Soooo...we are getting close to the BIG DAY! Tomorrow we find out the sex of Baby B and we can't WAIT! I know a lot of my readers have been asking me if I have any feelings one way or another...I still honestly don't. I will say that even though I have been saying from the start that I don't care...I want one of each and didn't have a preference for the first one...I have discovered that I would really love to have a daughter first. However, I've also accepted that may not be the case. I am going to be absolutely thrilled no matter what. But, I do, not so secretly, hope that I have the chance to make hair bows and tutus and all kinds of other cute girly things. If it's a boy, I'm going to have to make hazmat suits and crash test pads for him. I'm not quite that skilled!!! But, again...either way, I'm just ready for this little mystery to be solved and for us to finally be able to give our little one their own identity. And, name. I told R that since he has to work in the community garden on Sunday, that I'd like to spend Saturday maybe looking at baby names. He told me that we have plenty of time for that! WHAT?!?! I do not THINK so! LOL...I told him I've waited patiently for 20 weeks...any longer is not an option.

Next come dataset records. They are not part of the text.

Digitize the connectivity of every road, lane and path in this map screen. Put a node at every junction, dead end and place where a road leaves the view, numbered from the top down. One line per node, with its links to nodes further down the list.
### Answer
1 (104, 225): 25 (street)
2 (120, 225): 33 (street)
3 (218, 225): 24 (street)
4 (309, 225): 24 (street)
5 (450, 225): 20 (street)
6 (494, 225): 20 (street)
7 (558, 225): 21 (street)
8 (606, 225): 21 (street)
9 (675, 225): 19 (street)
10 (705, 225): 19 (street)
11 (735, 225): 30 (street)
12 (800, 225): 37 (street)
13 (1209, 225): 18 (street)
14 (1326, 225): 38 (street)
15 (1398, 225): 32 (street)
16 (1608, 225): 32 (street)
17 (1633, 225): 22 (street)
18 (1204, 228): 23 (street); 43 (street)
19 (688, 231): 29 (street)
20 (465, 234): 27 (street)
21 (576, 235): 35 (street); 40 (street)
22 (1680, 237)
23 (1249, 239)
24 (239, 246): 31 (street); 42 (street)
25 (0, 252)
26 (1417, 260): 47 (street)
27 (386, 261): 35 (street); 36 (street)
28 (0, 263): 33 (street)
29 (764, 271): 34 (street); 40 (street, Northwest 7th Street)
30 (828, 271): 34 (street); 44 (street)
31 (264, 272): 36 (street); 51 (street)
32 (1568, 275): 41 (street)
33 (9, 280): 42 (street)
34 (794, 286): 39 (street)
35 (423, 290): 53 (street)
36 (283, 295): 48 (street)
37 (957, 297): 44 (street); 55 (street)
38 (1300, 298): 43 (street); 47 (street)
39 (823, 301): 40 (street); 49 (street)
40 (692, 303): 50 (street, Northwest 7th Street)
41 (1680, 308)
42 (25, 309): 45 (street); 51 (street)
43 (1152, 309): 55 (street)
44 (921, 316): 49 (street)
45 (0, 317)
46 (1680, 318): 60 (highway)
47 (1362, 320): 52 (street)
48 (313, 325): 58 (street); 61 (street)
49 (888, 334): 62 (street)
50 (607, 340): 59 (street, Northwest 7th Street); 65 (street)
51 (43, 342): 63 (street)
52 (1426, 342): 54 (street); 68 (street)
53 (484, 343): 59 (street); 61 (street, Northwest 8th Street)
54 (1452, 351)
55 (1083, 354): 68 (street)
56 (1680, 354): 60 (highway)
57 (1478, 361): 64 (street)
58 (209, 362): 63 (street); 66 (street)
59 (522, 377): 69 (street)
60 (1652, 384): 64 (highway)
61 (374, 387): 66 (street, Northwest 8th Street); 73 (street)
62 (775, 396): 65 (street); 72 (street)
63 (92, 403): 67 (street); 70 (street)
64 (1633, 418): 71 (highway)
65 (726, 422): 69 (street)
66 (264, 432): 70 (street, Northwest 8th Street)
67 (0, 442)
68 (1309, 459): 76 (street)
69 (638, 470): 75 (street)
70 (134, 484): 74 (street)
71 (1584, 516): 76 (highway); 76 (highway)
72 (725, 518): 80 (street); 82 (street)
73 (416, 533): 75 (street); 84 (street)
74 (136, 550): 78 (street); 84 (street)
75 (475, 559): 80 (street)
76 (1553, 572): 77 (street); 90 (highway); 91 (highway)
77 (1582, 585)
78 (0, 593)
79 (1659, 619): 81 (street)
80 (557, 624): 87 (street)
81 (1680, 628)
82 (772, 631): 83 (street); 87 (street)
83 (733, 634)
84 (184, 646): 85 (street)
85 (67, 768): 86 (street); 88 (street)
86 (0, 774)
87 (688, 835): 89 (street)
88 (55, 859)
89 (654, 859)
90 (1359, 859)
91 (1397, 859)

My first purchase when we find out is going to be the baby book. I haven't seen any gender neutral ones yet. Of course, I've only looked at Walmart and Target. I haven't been to a proper bookstore which I'm SURE has them. But, at this point, I kinda want one that is gender specific. But, I can't wait to start putting the ultrasound pictures SAFELY inside of the book, writing down all these amazing milestones, and putting little momentos and keepsakes for Baby B. When I was younger, I used to have a birthday book. It had a list of prices of everything and news headlines from the day/year I was born. It was fascinating...even more so now that I'm an adult and expecting my own baby. It's incredible to see how much things are different...and the same...even nearly 28 years later. I am saddened that most of the headlines of today are created for shock value and that their aren't many feel good stories in the world today...but hopefully...28 years from now, my son or daughter will live in a world that is beautiful and peaceful and clean and look back and see how far they've come. How far their planet and society has come. God, I hope for that almost more than anything.
I know one of the arguments for not having kids today is because people don't want to bring an innocent child into this world. There are always going to be scars on the path of history. Look back...World War II, Vietnam, the Cold War, Desert Storm...But in between these moments of desolation and destruction, were moments of beauty...The Summer of Love, The Beatles, Judy Blume books and the Slinky... Things that make up the happiest memories of our childhoods and adolescence. And, of course, now we're cynical and jaded in the ways of the world, but we keep pushing forward because we KNOW...we FEEL that somewhere past the smoke ahead of us is a clearing in the sunshine where people are smiling and loving and happy...and I know that's the part that my kids will see.
I've gone and gotten myself worked up...really the point of this post today is to share with all of you who already love Baby B so much just how excited we are to be moving into this chapter. Aside from finding out the sex of the baby, the main point of the appointment tomorrow is to make sure that all of his/her organs are forming properly and that everything is going as planned with development, so I ask for thoughts and prayers for a clean bill of health for Baby B and I will let everyone know how it goes!!!